There is a very strong chance I am missing the point here, but I fail to see the problem with grammar schools. Before I get anyone’s back up, I’d like to stress that this isn’t a right wing rant, just an observation based on my own experience.
The argument seems to be based on how grammar schools, instead of improving equality, make it worse. The phrase ‘social mobility’ is thrown about but I believe grammar schools can help to bridge the gap and boost those who are at a lesser advantage.
It would seem the thoughts range from catchment area arguments (the supposition grammar schools will only spring up in the more affluent areas) to the expectation that those who don’t pass the 11+ will receive a second-rate education.

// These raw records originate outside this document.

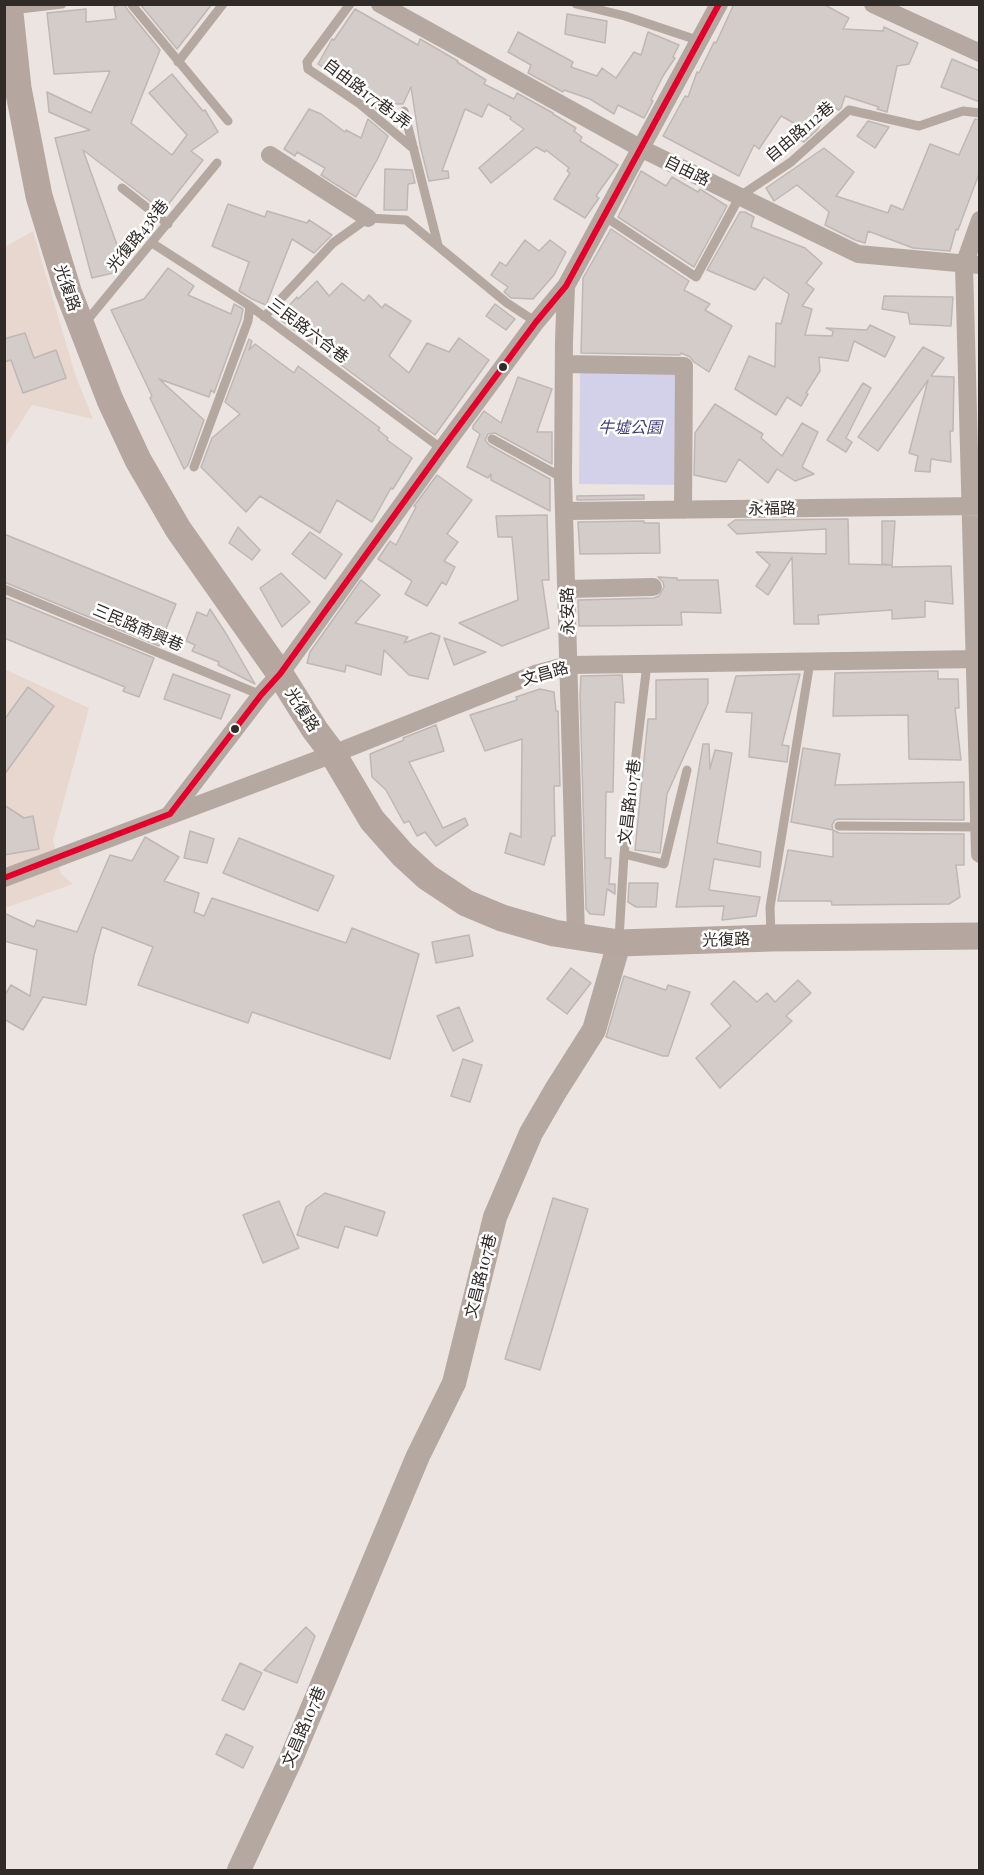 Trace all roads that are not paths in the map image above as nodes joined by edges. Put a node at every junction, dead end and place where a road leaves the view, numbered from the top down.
1 (62, 4) edge
2 (223, 4) edge
3 (350, 4) edge
4 (380, 4) edge
5 (576, 4) edge
6 (719, 4) edge
7 (873, 4) edge
8 (132, 6) edge
9 (9, 7) edge
10 (700, 41) junction
11 (980, 53) edge
12 (178, 62) junction
13 (404, 111) dead end
14 (980, 113) edge
15 (228, 121) dead end
16 (640, 148) junction
17 (414, 149) junction
18 (270, 155) dead end
19 (217, 163) dead end
20 (122, 188) dead end
21 (740, 196) junction
22 (604, 216) junction
23 (368, 218) junction
24 (980, 220) edge
25 (168, 224) junction
26 (152, 243) junction
27 (438, 245) junction
28 (972, 265) edge
29 (566, 286) junction
30 (250, 306) junction
31 (264, 317) junction
32 (536, 322) junction
33 (81, 328) junction
34 (564, 364) junction
35 (492, 439) dead end
36 (442, 449) junction
37 (194, 467) dead end
38 (975, 472) edge
39 (563, 478) junction
40 (975, 506) edge
41 (683, 510) junction
42 (565, 511) junction
43 (653, 587) dead end
44 (4, 589) edge
45 (567, 589) junction
46 (977, 659) edge
47 (810, 662) junction
48 (647, 664) junction
49 (569, 665) junction
50 (280, 674) junction
51 (261, 695) junction
52 (333, 754) junction
53 (687, 770) dead end
54 (170, 814) junction
55 (839, 826) dead end
56 (979, 827) edge
57 (624, 854) junction
58 (980, 854) edge
59 (4, 878) edge
60 (576, 936) junction
61 (980, 936) edge
62 (771, 938) junction
63 (619, 943) junction
64 (239, 1870) edge

1 - 9 lane
2 - 12 lane
3 - 17 lane, 自由路177巷1弄
4 - 16 street, 自由路
5 - 10 lane
6 - 10 street
7 - 11 street
8 - 12 lane
9 - 33 main road, 光復路
10 - 16 street
12 - 15 lane
13 - 17 lane
14 - 21 lane, 自由路112巷
16 - 21 street, 自由路
16 - 22 street
17 - 27 lane
18 - 23 street
19 - 25 lane, 光復路438巷
20 - 25 lane
21 - 22 lane
21 - 28 street, 自由路
22 - 29 street
23 - 27 lane
23 - 31 lane
24 - 28 street
25 - 26 lane, 光復路438巷
26 - 30 lane, 三民路六合巷
26 - 33 lane, 光復路438巷
27 - 32 lane
28 - 38 street
29 - 32 street
29 - 34 street, 永安路
30 - 31 lane, 三民路六合巷
30 - 37 lane
31 - 36 lane, 三民路六合巷
32 - 36 street
33 - 50 main road, 光復路
34 - 39 street, 永安路
34 - 41 street
35 - 39 lane
36 - 50 street
38 - 40 street
39 - 42 street, 永安路
40 - 41 street, 永福路
40 - 46 street
41 - 42 street, 永福路
42 - 45 street, 永安路
43 - 45 street
44 - 51 lane, 三民路南興巷
45 - 49 street, 永安路
46 - 47 street, 文昌路
46 - 56 street
47 - 48 street, 文昌路
47 - 62 lane
48 - 49 street, 文昌路
48 - 57 lane, 文昌路107巷
49 - 52 street, 文昌路
49 - 60 street, 永安路
50 - 51 street
50 - 52 main road, 光復路
51 - 54 street
52 - 54 street, 文昌路
52 - 60 main road, 光復路
53 - 57 lane
54 - 59 street, 文昌路
55 - 56 lane
56 - 58 street
57 - 63 lane, 文昌路107巷
60 - 63 main road, 光復路
61 - 62 main road, 光復路
62 - 63 main road, 光復路
63 - 64 street, 文昌路107巷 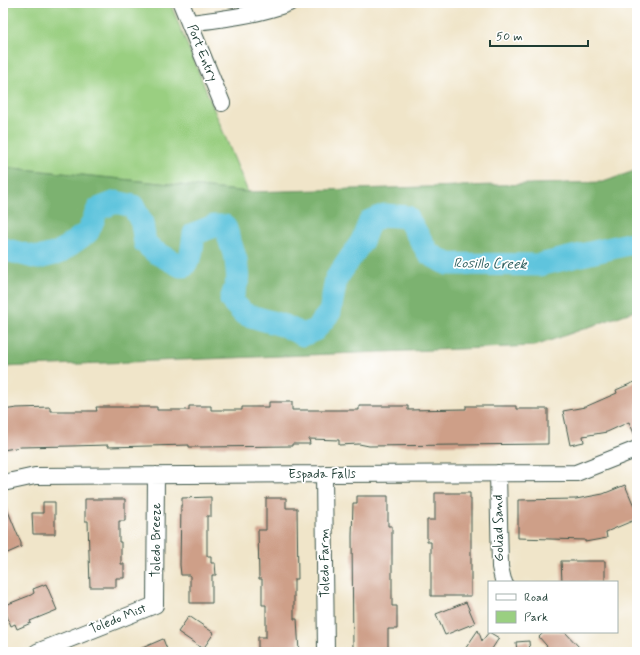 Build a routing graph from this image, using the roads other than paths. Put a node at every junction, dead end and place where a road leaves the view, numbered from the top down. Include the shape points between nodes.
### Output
1 (181, 3) edge
2 (289, 3) edge
3 (190, 23) junction
4 (222, 103) dead end
5 (637, 449) edge
6 (498, 473) junction
7 (324, 474) junction
8 (156, 475) junction
9 (3, 483) edge
10 (504, 581) edge
11 (155, 605) joint
12 (37, 652) edge
13 (326, 652) edge

1 - 3 street, Port Entry
2 - 3 street via 246,15
3 - 4 street, Port Entry
5 - 6 street, Espada Falls via 576,473
6 - 7 street, Espada Falls
6 - 10 street, Goliad Sand via 500,567
7 - 8 street, Espada Falls
7 - 13 street, Toledo Farm
8 - 9 street, Espada Falls via 35,476
8 - 11 street, Toledo Breeze
11 - 12 street, Toledo Mist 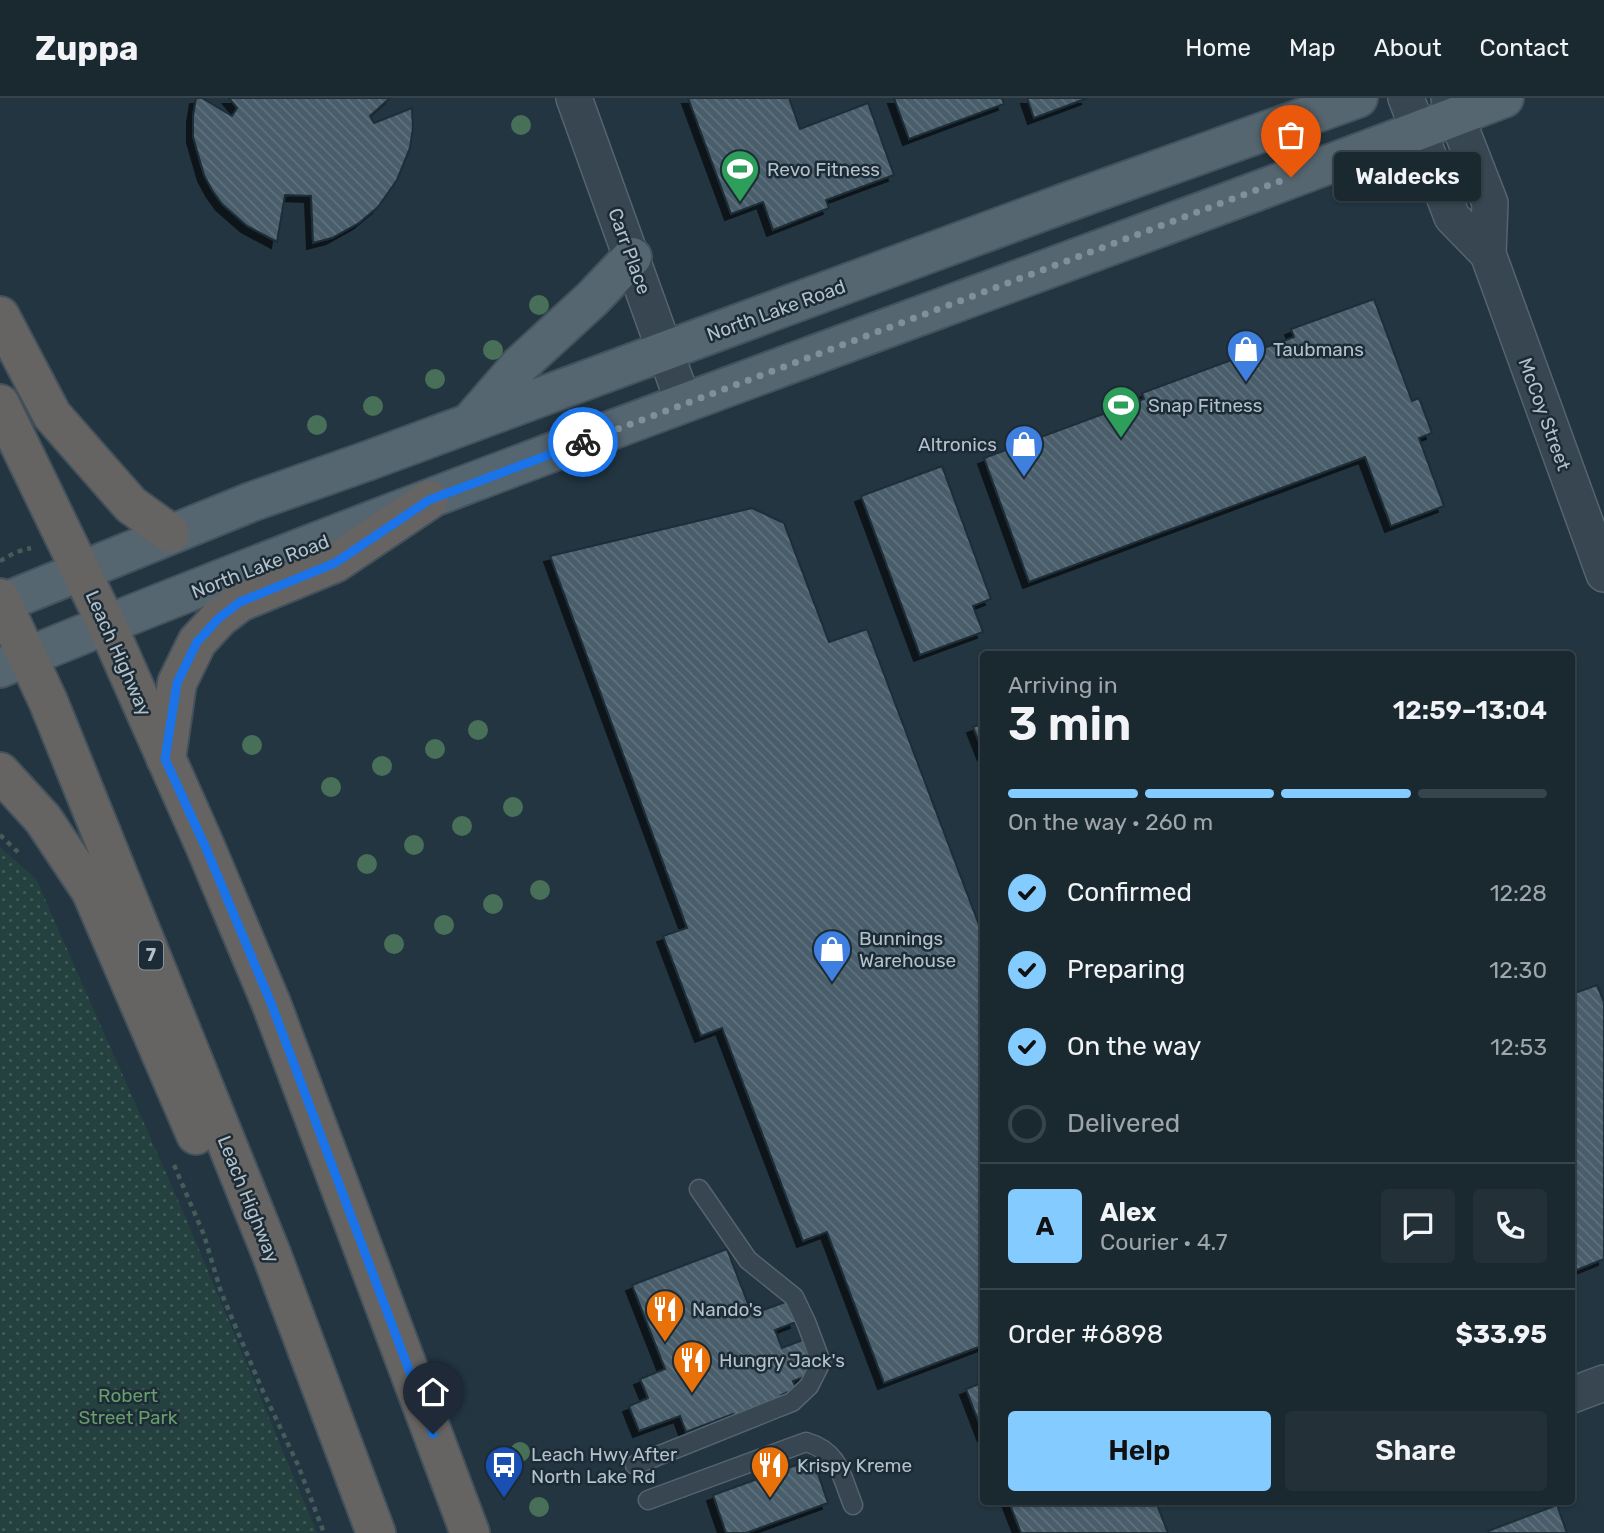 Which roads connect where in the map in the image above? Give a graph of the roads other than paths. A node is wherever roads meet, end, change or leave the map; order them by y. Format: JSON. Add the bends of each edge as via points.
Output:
{"nodes":[{"id":1,"x":574,"y":98,"type":"edge"},
{"id":2,"x":1358,"y":98,"type":"edge"},
{"id":3,"x":1504,"y":98,"type":"edge"},
{"id":4,"x":1453,"y":107,"type":"edge"},
{"id":5,"x":1413,"y":114,"type":"edge"},
{"id":6,"x":1488,"y":254,"type":"junction"},
{"id":7,"x":632,"y":257,"type":"junction"},
{"id":8,"x":0,"y":316,"type":"edge"},
{"id":9,"x":665,"y":350,"type":"junction"},
{"id":10,"x":0,"y":404,"type":"edge"},
{"id":11,"x":684,"y":404,"type":"junction"},
{"id":12,"x":470,"y":422,"type":"junction"},
{"id":13,"x":429,"y":500,"type":"junction"},
{"id":14,"x":170,"y":533,"type":"junction"},
{"id":15,"x":81,"y":570,"type":"junction"},
{"id":16,"x":1604,"y":573,"type":"edge"},
{"id":17,"x":1,"y":602,"type":"edge"},
{"id":18,"x":107,"y":625,"type":"junction"},
{"id":19,"x":14,"y":663,"type":"edge"},
{"id":20,"x":165,"y":759,"type":"junction"},
{"id":21,"x":0,"y":772,"type":"edge"},
{"id":22,"x":699,"y":1189,"type":"dead end"},
{"id":23,"x":271,"y":1253,"type":"junction"},
{"id":24,"x":1604,"y":1383,"type":"edge"},
{"id":25,"x":1575,"y":1394,"type":"edge"},
{"id":26,"x":635,"y":1465,"type":"dead end"},
{"id":27,"x":648,"y":1500,"type":"dead end"},
{"id":28,"x":853,"y":1505,"type":"dead end"},
{"id":29,"x":376,"y":1533,"type":"edge"},
{"id":30,"x":470,"y":1533,"type":"edge"}],
"edges":[{"from":1,"to":7,"type":"street","name":"Carr Place"},
{"from":2,"to":9,"type":"main road","name":"North Lake Road"},
{"from":3,"to":4,"type":"main road","name":"North Lake Road"},
{"from":4,"to":5,"type":"main road","name":"North Lake Road"},
{"from":4,"to":6,"type":"street","name":"McCoy Street","via":[[1490,203]]},
{"from":5,"to":6,"type":"street","name":"McCoy Street","via":[[1452,217]]},
{"from":5,"to":11,"type":"main road","name":"North Lake Road"},
{"from":6,"to":16,"type":"street","name":"McCoy Street"},
{"from":7,"to":9,"type":"street","name":"Carr Place"},
{"from":7,"to":12,"type":"main road","via":[[520,365]]},
{"from":8,"to":14,"type":"highway","via":[[52,415],[131,505]]},
{"from":9,"to":11,"type":"street","name":"Carr Place"},
{"from":9,"to":12,"type":"main road","name":"North Lake Road"},
{"from":10,"to":15,"type":"highway","name":"Leach Highway"},
{"from":11,"to":13,"type":"main road","name":"North Lake Road"},
{"from":12,"to":14,"type":"main road","name":"North Lake Road"},
{"from":13,"to":18,"type":"main road","name":"North Lake Road"},
{"from":13,"to":20,"type":"highway","via":[[335,563],[240,602],[219,618],[197,642],[177,683]]},
{"from":14,"to":15,"type":"main road","name":"North Lake Road"},
{"from":15,"to":17,"type":"main road","name":"North Lake Road"},
{"from":15,"to":18,"type":"highway","name":"Leach Highway"},
{"from":17,"to":19,"type":"highway","name":"Leach Highway","number":"7"},
{"from":18,"to":19,"type":"main road","name":"North Lake Road"},
{"from":18,"to":20,"type":"highway","name":"Leach Highway"},
{"from":19,"to":23,"type":"highway","name":"Leach Highway","number":"7"},
{"from":20,"to":30,"type":"highway","name":"Leach Highway","via":[[271,1003]]},
{"from":21,"to":23,"type":"highway","via":[[43,820],[91,891],[222,1196]]},
{"from":22,"to":26,"type":"lane","via":[[748,1260],[794,1297],[821,1362],[809,1386],[792,1402]]},
{"from":23,"to":29,"type":"highway","name":"Leach Highway","number":"7"},
{"from":24,"to":25,"type":"street"},
{"from":27,"to":28,"type":"lane","via":[[807,1442],[834,1458]]}]}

I attended a grammar school (albeit for just under two years) and I had to travel 26 miles each way on a bus to get there. I didn’t live in the catchment area, in fact very few did so I don’t consider the the catchment area argument to be valid. Wherever you put a grammar school, people will want to go and people will be prepared to travel.
I hated the school, but that statement is neither here nor there. It turned out I hated school in general then I went on to hate college too. I do believe that if I had stayed at the grammar, my life might have been different.
When I look around at my alumni (on Facebook, mainly) they are all high earners in professional roles, the majority are doctors, opticians, dentists and solicitors. Although I probably wouldn’t like to spend my days looking at tooth decay or checking someone’s prostate, I do kind of envy them.
When you know the playing field is not level, you might as well use whatever you can to your advantage in order to give you (and your family) a better chance in life. You can be a socialist and still play the game.
I do believe everyone should get a chance to pursue the career paths they want and attend the universities that will get them there and I think free grammar schools are a means to do that. Most academies have a grammar stream now anyway, so those who don’t pass the test or go blank on the day still get pushed and have the opportunity to take the higher-tier exams, so who are grammar schools really hurting?
I remember seeing a similar argument on TV (it was probably on the Wright Stuff, the Peppa Pig hangover of the school-run) asking if you can be a true Labour supporter if you send your child to private school.
It seems that people believe wanting their child to do well but also wanting everyone to have an equal opportunity has to be mutually exclusive. If you have the money for private school and truly believe it’s the best for your child then I don’t see a problem with sending them. It surely doesn’t have to mean you don’t value equality. If anything, it demonstrates that you understand and acknowledge inequality and don’t want to be subject to it.
I probably wouldn’t send my children to private school, even if I did have the funds. From what I gather about the ones local to me, the children have a hefty workload and less time to play and/or socialise. This doesn’t mean to say I judge those who do send their children to private school, it’s just not for me.
Anyone from any background can go to grammar school, providing they pass the test. It is very similar principle to streaming children in regular state schools except there are fewer places. This in turn makes smaller classes and greater engagement between the pupils and students (in theory anyway, I remember a rather fearsome French teacher exclaiming, “don’t ask me if you’re stuck, I’m the teacher!”).
What I’m trying to say is, there’s nothing wrong with wanting your children to have a better life than you have. I understand what it’s like to be a low-earning single mum. I was one and it was hard. Before I passed my exams and qualified as a dispensing optician I worked 4 days a week and still qualified for tax credits and housing benefit.
After having my daughter I originally intended to work three days, but I just couldn’t afford to. With all my benefits taken into account working four days a week instead of three left me only £80 a month better off (and five days left me worse off than that). Take a second to work that out, that means for that fourth day each week I was essentially working 8hrs for £20. That’s not even minimum wage by 2011 standards (which is when this was).
In fact, once I qualified and got a pay rise, I no longer received housing benefit (which was fair enough) but in order to maintain my wage at what it was previously, taking all benefits into account, I was slightly better off if I could make sure I phoned in sick twice a year rather than risk crossing the tax credits threshold and experiencing a significant drop in the income I was working so hard for.
I relied on the benefits set up by a Labour government, I was grateful for them and didn’t quite make ends meet in spite of them. I support Labour but I still want my children to have a better life than I did and a good education is almost a guaranteed passport to success. If there’s a chance my children can get a leg-up for getting into the top universities and a strong start in adult life then I’m going to take it.
It’s not elitism, it’s not social climbing; it’s common sense.
I honestly think grammar schools are the least of your worries. If you want to complain about the poor decisions this government is making, perhaps look into the closure of women’s refuges instead or the strange new scoring system that takes disability benefits from those who need them. There’s plenty of more important things to be angry about.